Could it be that the writers of the Book of Concord, who were mostly unfamiliar with Jewish tradition, failed to consider that when St. Paul writes about “a man,” he means someone who is a grown-up in Jewish understanding; that is, someone who has been bar mitzvahd? In other words, an adult has adult responsibilities. Could it be that this self-examination does not apply to those, who are not grown-ups?
The sacrament of Baptism, which is far more important than Holy Communion, in that it conveys eternal life, the forgiveness of sins, and the gift of the Holy Spirit, does not require such self-examination, and is administered to children.
Peace and Joy!
George A. Marquart

Steve said...

“It is not without significance that Jesus act in His first official meeting with the apostles after the Resurrection was to ordain them as pastors, set them apart for His work, and endow them with the authority of the Word precisely to forgive and retain sins.”

This is a curious reading of the great commission that I have encountered in the writings of Rev. Rolf Preus as well. It is at odds with both Luther and the LCMS’s traditional understanding that the keys are given to the entire church. Yes, the public exercise of the keys is entrusted to the congregation’s pastor, but the authority and command to preach, forgive, baptize, etc. is given by Christ to all believers.

In Preus’s case, the emphasis on the disciples as the first pastors seems to function as an attempt to solve the debate between the WELS and LCMS on the topic of the ministry in the LCMS’s favor. Ministry is not simply a broad function given to the church that is instantiated in many forms (of pastors, organists, laymen etc.) but a specific office alone that is carried out by the pastor. In the case of this blog, the rationale seems to align the office of ministry more with that of the historical church catholic. Recent LCMS dogmatics have included a locus from a SELK bishop who holds this view as well as defending the maleness of the ministry from Christ’s selection of all male disciples as ordained instantiations of His person on earth. So there is some traction here in influential Lutheran theological circles for this particular view.

And yet for all of its seeming attractiveness in solving several theological dilemmas of the day, it is an unbiblical view, in that it stretches the plain meaning of the words of Christ, and un-Lutheran, in that it undermines the careful balance between the ministry as given to all believers and the public ministry of the one divine office of pastor. How then to avoid the trap of “everyone’s a minister” and the devolution of the office of pastor? Can’t any believer baptize and forgive sins? Doesn’t Acts teach a variety of “ministries,” from pastor to apostle, prophet and teacher?
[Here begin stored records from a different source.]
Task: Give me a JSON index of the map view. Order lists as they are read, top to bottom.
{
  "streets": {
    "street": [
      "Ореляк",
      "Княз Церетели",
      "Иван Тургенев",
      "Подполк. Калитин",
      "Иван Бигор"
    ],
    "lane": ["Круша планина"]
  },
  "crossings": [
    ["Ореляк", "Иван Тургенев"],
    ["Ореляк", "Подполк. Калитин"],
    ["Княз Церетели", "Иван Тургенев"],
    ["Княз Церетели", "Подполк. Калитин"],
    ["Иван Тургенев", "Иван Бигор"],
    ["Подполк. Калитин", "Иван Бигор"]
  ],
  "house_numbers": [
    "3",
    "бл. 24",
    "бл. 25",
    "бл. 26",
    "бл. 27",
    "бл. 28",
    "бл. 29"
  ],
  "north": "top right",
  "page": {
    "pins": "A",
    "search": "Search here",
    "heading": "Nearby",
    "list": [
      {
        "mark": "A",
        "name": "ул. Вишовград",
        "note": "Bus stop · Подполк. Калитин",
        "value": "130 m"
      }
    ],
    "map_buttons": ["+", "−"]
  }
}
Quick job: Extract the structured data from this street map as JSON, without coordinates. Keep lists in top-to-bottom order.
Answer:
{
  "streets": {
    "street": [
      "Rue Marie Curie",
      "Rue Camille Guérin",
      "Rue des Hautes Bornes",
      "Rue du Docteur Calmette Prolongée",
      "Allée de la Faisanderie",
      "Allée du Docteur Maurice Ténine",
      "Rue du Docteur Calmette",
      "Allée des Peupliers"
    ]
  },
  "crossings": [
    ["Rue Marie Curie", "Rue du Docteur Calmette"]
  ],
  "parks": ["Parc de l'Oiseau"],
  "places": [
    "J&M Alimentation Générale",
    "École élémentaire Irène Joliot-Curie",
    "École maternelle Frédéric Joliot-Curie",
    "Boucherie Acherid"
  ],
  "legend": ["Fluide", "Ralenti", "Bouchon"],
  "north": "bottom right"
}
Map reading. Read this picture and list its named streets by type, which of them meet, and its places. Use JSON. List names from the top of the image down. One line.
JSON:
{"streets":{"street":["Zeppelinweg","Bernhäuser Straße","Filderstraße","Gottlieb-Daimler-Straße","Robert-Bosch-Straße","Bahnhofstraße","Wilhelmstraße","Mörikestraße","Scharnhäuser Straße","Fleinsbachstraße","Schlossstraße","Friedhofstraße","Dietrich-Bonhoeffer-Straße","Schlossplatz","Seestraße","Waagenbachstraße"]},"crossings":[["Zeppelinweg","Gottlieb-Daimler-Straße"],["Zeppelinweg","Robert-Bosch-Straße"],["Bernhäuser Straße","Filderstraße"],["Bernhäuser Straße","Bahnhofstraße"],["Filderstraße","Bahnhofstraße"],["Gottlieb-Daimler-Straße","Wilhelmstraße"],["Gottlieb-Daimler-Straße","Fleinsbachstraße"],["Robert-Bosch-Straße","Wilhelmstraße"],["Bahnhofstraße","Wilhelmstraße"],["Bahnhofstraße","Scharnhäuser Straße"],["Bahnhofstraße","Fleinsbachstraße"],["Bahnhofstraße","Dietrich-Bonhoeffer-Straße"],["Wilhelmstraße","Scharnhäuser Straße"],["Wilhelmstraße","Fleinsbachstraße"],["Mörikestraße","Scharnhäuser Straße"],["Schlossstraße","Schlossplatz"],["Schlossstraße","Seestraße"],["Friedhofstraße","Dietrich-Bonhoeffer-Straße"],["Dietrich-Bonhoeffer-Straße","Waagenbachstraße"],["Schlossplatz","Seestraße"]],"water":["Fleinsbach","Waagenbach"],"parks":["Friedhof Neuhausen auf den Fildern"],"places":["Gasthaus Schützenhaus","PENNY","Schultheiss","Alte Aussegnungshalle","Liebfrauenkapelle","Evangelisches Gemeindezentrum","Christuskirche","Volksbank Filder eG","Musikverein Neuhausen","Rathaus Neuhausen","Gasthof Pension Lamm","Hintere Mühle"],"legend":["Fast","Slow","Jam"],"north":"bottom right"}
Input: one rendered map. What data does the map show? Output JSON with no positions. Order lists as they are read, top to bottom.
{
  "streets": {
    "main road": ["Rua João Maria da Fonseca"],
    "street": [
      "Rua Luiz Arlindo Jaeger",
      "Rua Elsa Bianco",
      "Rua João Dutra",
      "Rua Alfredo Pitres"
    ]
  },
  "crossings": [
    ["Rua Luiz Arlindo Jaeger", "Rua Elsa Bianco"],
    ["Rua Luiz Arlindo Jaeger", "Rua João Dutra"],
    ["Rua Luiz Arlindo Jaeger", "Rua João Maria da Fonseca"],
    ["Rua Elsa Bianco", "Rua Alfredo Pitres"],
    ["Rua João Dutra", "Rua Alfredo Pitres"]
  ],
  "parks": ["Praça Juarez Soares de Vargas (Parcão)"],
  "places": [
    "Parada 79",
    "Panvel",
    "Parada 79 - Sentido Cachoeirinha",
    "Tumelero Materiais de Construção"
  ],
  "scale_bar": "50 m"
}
True, but this confusion is solved when we realize that the one office of public ministry encompasses all of these gifts, which are none other than preaching the gospel, forgiving sins, and administering baptism and holy communion.

Pastor Peters said...

John 20. You can read it as it is or read into it church instead apostles.

Steve said...

Respectfully, John 20 says that Jesus breathed on the disciples gathered in a locked house, but Thomas was not with them. Was Thomas not ordained then? Were the other eleven all present? Were other disciples beyond the eleven or even their wives present? Do only pastors receive the Holy Spirit or do all believers? Do we not confess in the Lord’s Prayer that we have the command and authority to forgive others? What after all are we confessing when we sing, “Here am I, send me, send me!”

Carl Vehse said...

"John 20. You can read it as it is or read into it church instead apostles."

Confessional Lutherans should read it as the Confessions read it. Specifically in the Treatise, 23, 24 and Treatise 67.

This Lutheran understanding is further confirmed for Missouri Synod and other Lutherans by Paragraph 30 from the Brief Statement of 1932:

30. The Original and True Possessors of All Christian Rights and Privileges -- Since the Christians are the Church, it is self- evident that they alone originally possess the spiritual gifts and rights which Christ has gained for, and given to, His Church. Thus St. Paul reminds all believers: "All things are yours," 1 Cor. 3:21, 22, and Christ Himself commits to all believers the keys of the kingdom of heaven, Matt. 16:13- 19, 18:17-20, John 20:22, 23, and commissions all believers to preach the Gospel and to administer the Sacraments, Matt. 28:19, 20,; 1 Cor. 11:23-25. Accordingly, we reject all doctrines by which this spiritual power or any part thereof is adjudged as originally vested in certain individuals or bodies, such as the Pope, or the bishops, or the order of the ministry, or the secular lords, or councils, or synods, etc. The officers of the Church publicly administer their offices only by virtue of delegated powers, and such administration remains under the supervision of the latter, Col. 4:17. Naturally all Christians have also the right and the duty to judge and decide matters of doctrine, not according to their own notions, of course, but according to the Word of God, 1 John 4:1; 1 Pet. 4:11.

Quatenus mileage may vary.

Steve said...

I vaguely knew this already in the back of my mind, but I looked it up and CFW Walther agrees with you in Thesis 2 on the Ministry by using John 20 as a proof text for Christ calling the disciples into the office of ministry.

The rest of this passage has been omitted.